The first movie directed
by James Toback, a ferocious chronicler of the male animal in extremis, Fingers can be viewed as a blueblood’s
response to the cinema of Martin Scorsese. Whereas Scorsese made his name by
dramatizing the lives of small-time hoods prowling the streets of New York,
Toback announced his presence by depicting intersections between New York
street crime and the city’s supposedly civilized intelligentsia. In his script
for The Gambler (1974), which was
directed by Karel Reisz, Toback presented the semiautobiographical character of
a college professor who spends his private hours feeding his gambling addiction
no matter how dangerous his circumstances become. In Fingers, Toback introduces a character following the opposite
trajectory, thereby approaching the same themes from a different perspective.

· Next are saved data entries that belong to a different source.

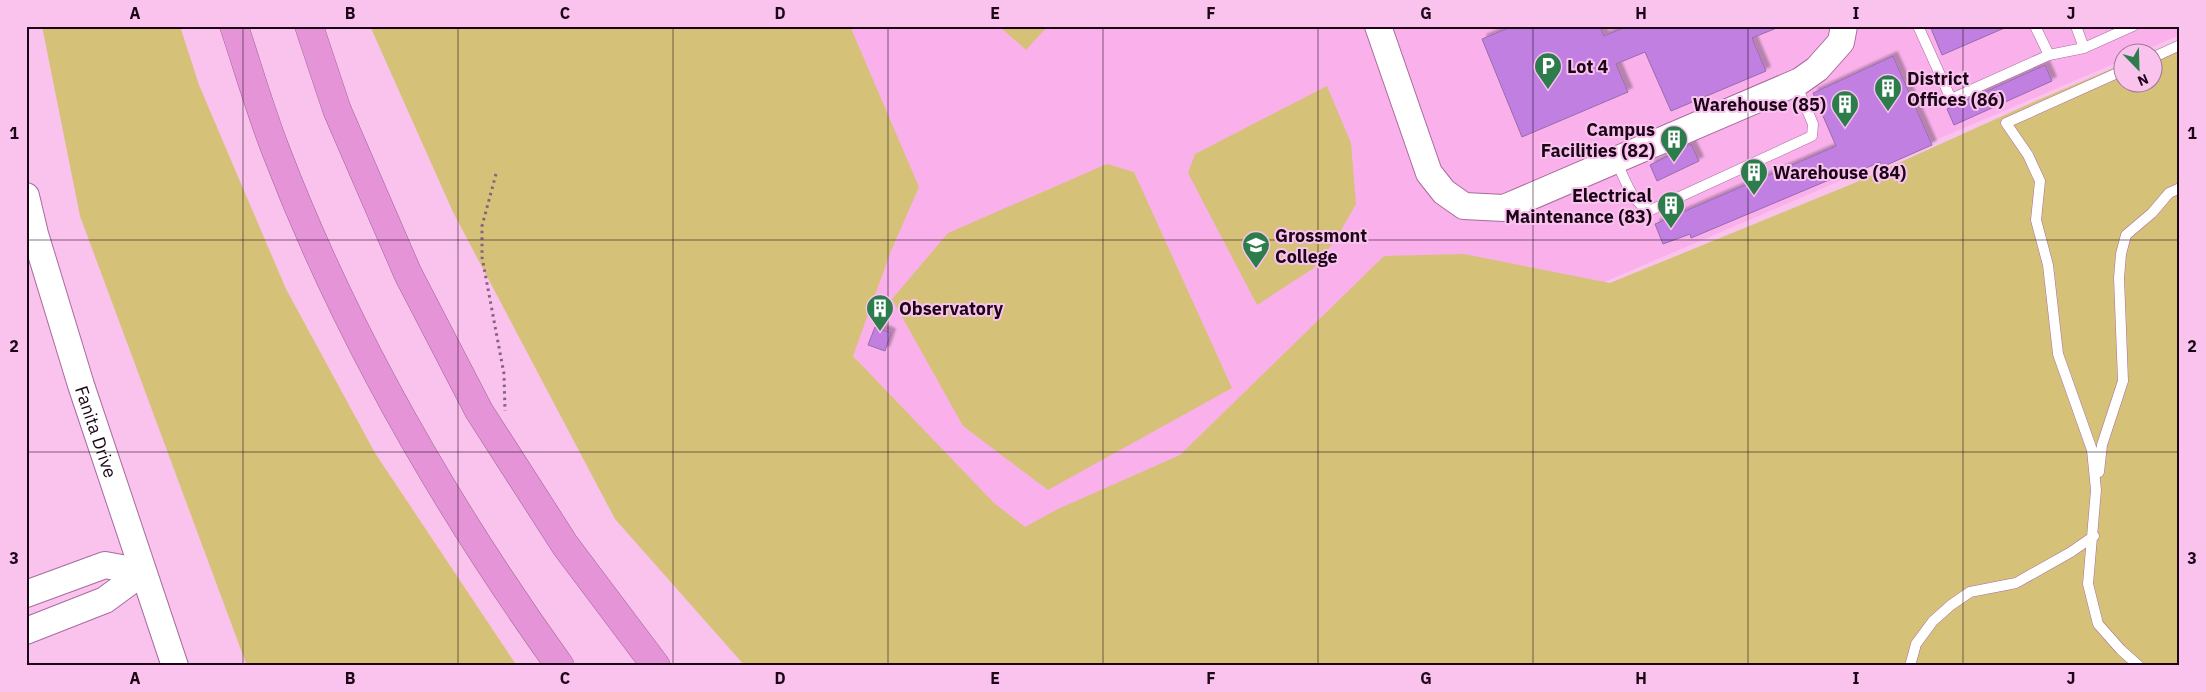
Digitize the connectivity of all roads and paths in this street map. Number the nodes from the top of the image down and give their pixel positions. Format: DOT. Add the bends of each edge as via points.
graph roads {
  1 [pos="234,26"];
  2 [pos="309,26"];
  3 [pos="1378,26"];
  4 [pos="1844,26"];
  5 [pos="1918,26"];
  6 [pos="2035,26"];
  7 [pos="2076,26"];
  8 [pos="2133,26"];
  9 [pos="2180,45"];
  10 [pos="2084,48"];
  11 [pos="2164,52"];
  12 [pos="2049,55"];
  13 [pos="2114,74"];
  14 [pos="1795,83"];
  15 [pos="1616,160"];
  16 [pos="496,174"];
  17 [pos="2180,188"];
  18 [pos="26,196"];
  19 [pos="504,413"];
  20 [pos="2096,495"];
  21 [pos="2094,536"];
  22 [pos="142,572"];
  23 [pos="26,594"];
  24 [pos="26,631"];
  25 [pos="175,666"];
  26 [pos="560,666"];
  27 [pos="656,666"];
  28 [pos="1910,666"];
  29 [pos="2139,666"];
  1 -- 26 [label="highway" via="276,152 340,299 416,446 529,624"];
  2 -- 27 [label="highway" via="337,110 404,265 479,411 565,545"];
  3 -- 15 [label="street" via="1429,173 1444,192 1464,206 1504,208"];
  4 -- 14 [label="street" via="1841,42 1817,69"];
  5 -- 12 [label="lane" via="1951,99"];
  6 -- 12 [label="lane"];
  7 -- 10 [label="lane"];
  8 -- 10 [label="lane"];
  9 -- 11 [label="lane"];
  10 -- 12 [label="lane"];
  13 -- 20 [label="lane" via="2006,123 2028,155 2040,181 2036,220 2048,265 2058,354 2092,450"];
  14 -- 15 [label="street"];
  14 -- 15 [label="lane" via="1813,124 1812,136 1651,210 1641,207"];
  16 -- 19 [label="path" via="482,226 482,257 504,374"];
  17 -- 20 [label="lane" via="2169,193 2152,214 2126,235 2119,278 2122,381 2102,445"];
  18 -- 22 [label="street, Fanita Drive" via="81,385"];
  20 -- 21 [label="lane"];
  21 -- 28 [label="lane" via="2016,583 1970,592 1951,605 1933,621 1916,644"];
  21 -- 29 [label="lane" via="2088,584 2098,624"];
  22 -- 23 [label="street" via="105,566"];
  22 -- 24 [label="street" via="105,600"];
  22 -- 25 [label="street, Fanita Drive"];
}
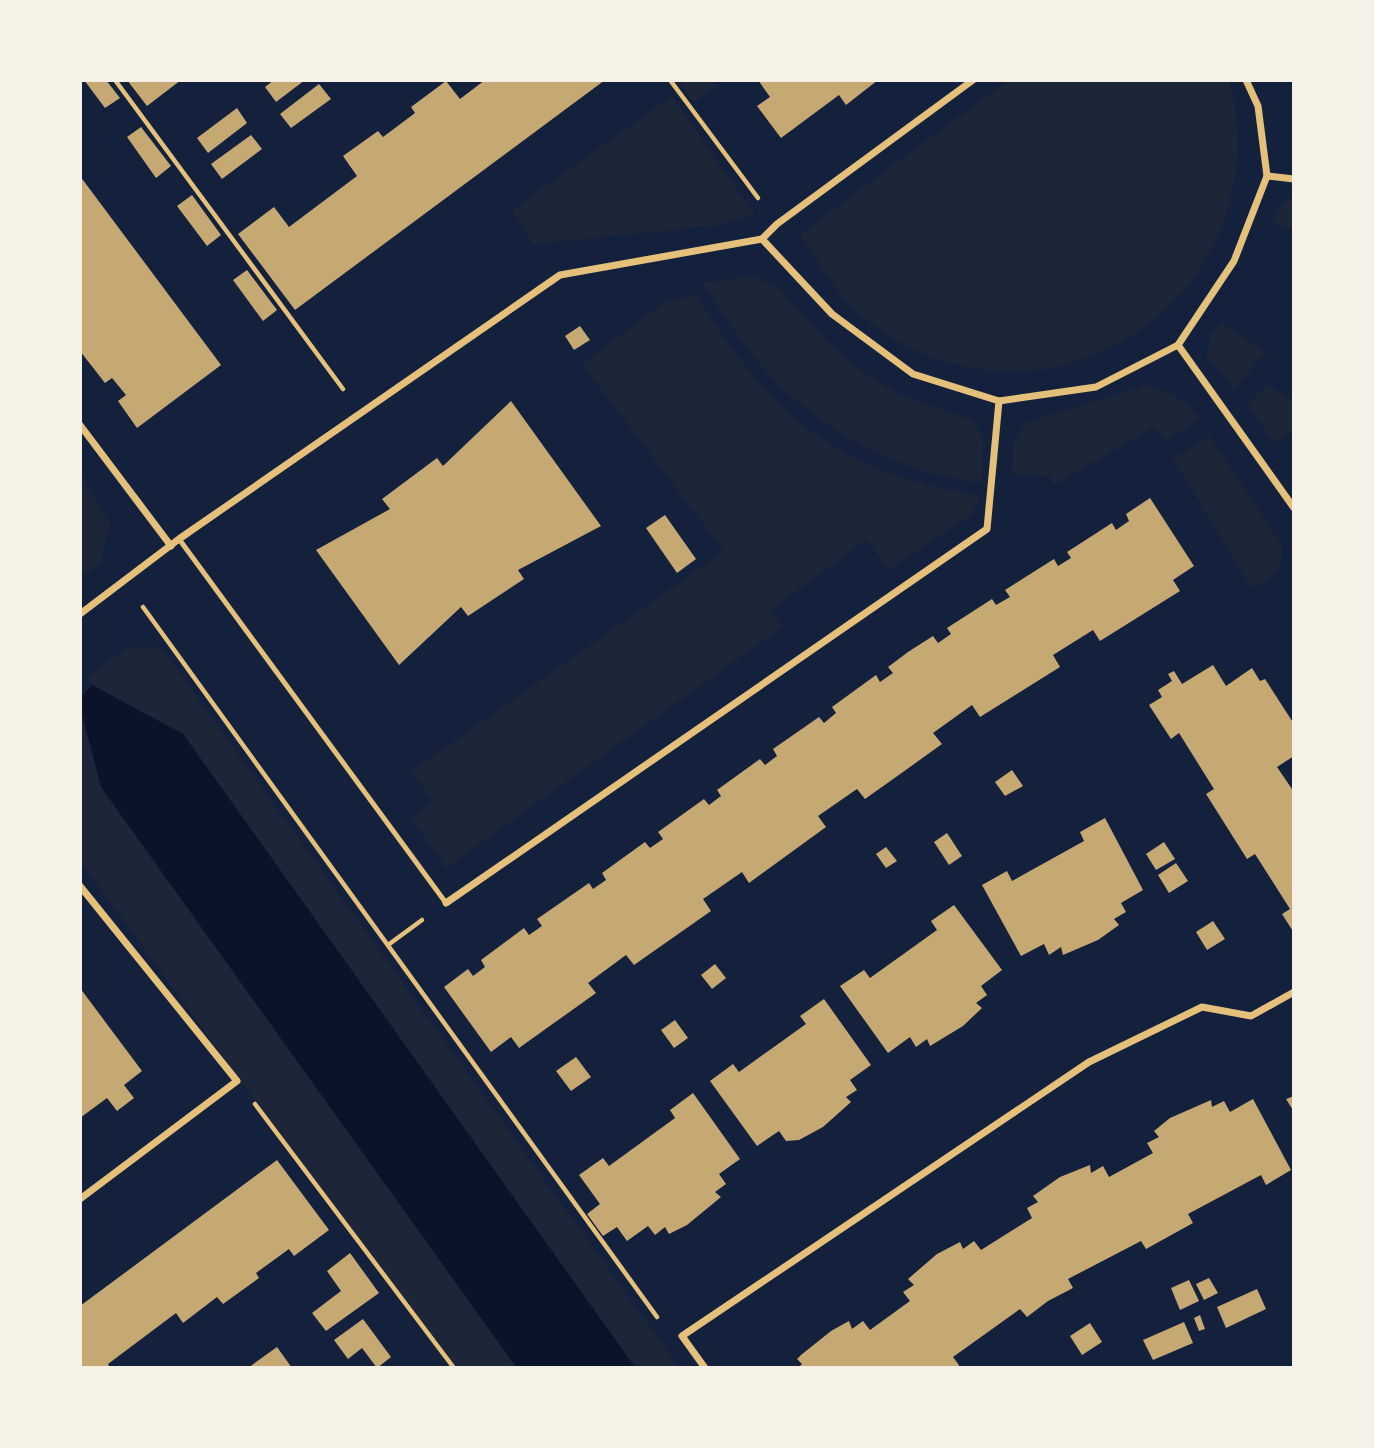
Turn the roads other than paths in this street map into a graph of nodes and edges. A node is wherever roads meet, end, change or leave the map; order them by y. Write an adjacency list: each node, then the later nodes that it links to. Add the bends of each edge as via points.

Jimmy “Fingers” Angelelli (Harvey Keitel) is the son of aging loan shark Ben
Angelleli (Michael V. Gazzo), but Jimmy wants more from life than threatening
people for repayment. A self-taught pianist, he has visions of performing on
the Carnegie Hall stage, and he may or may not have sufficient talent to
realize his dream. As with all of the troubled men in Toback’s movies, however,
Jimmy is his own worst enemy. Not only does he allow feelings of guilt and
obligation to pull him deeper into his father’s violent world, but Jimmy is a
sexual daredevil who can’t resist the thrill of the chase. Everything in Jimmy’s
twisted psyche conspires to shift his focus away from his dreams. Even before
the grim machinations of the plot take hold, this is grim material on every
level—meaning that Fingers exists in
the creative sweet spot for both Toback and leading man Keitel.
Toback has a special
gift for showing how testosterone drives men to madness, and he’s also a master
at creating fully rounded leading characters—by accumulating detail and drawing
subtle connections, Toback creates a space in which strange behaviors feel like
eccentricities instead of literary contrivances. Jimmy blows through his world
like a whirlwind, all fidgety energy and pretentious scarves, and he nearly
always carries a portable radio issuing vintage pop tunes along the lines of
“Mockingbird” and “One Fine Day”; the juxtaposition of these sweet melodies
with the savage nature of Jimmy’s actions is strangely appropriate.
Toback also
plays an interesting game by having Jimmy alternate between gutter vulgarity
and outrageously lofty dialogue, because it’s clear that Jimmy receives
messages on frequencies inaudible to others. Consider this jaw-dropping pickup
line, which Jimmy uses on artist/prostitute Carol (Tisa Farrow): “Don’t you
understand? I’m going to bring you into your dreams of yourself. All you have
to do is believe in me.” Showing his street side, Jimmy takes a wholly
different tack when trying to make time with gang moll Julie (Tanya Roberts),
cooing that he can sense her nether regions are like “silk.”
Fingers goes to many, many strange
places—for instance, the subplot about Jimmy’s encounters with Carol’s brutal
pimp, Dreems (Jim Brown)—even though the movie eventually drifts down to earth
for a violent finale that borrows from the Scorsese playbook. Keitel gives one
of his most crucial performances, employing so much intensity while channeling
the soul of the peculiar man he portrays that Jimmy seems alternately magnetic,
pathetic, and terrifying. While very much an acquired taste thanks to its
bone-deep darkness, its fascination with sleaze, and its primitive portrayal of
women, Fingers ranks among the most unique
American directorial debuts of the ’70s.
Fingers:
GROOVY
4 comments:
WHERE in carnation do you come up with this stuff Peter, lol you've done it again, I'm off to the races to track this one down, many thanks.
A fascinating side note ( wee to me anyway) is that this film has been re-madequite effectively by Jacques Audiard ("A Prophet") as The Beat That Skipped My Heart.
In the videostores of yesteryear I remember seeing the FINGERS VHS box for this but never rented it till the early or mid '90s, while Keitel was having a career resurgence thanks to RESERVOIR DOGS and PULP FICTION. I've seen FINGERS a couple times now but the only thing I can recall is the restaurant scene in which he violently antagonizes a fellow diner who has the gall to complain about Keitel carrying in his boombox and blasting "Summertime, Summertime."
For some weird salacious fun, Google director James Toback. He's... weird.
This movie is audacious, for sure and Keitel really goes for it, full blast. But most of the dialogue is laughable, the acting is wildly uneven and the film contains some truly reprehensible scenes. Notwithstanding, the director is exploring the main character's unbridled id, in a very bold way, but the results are sleazy and embarrassing.
James Toback is also sleazy and embarrassing.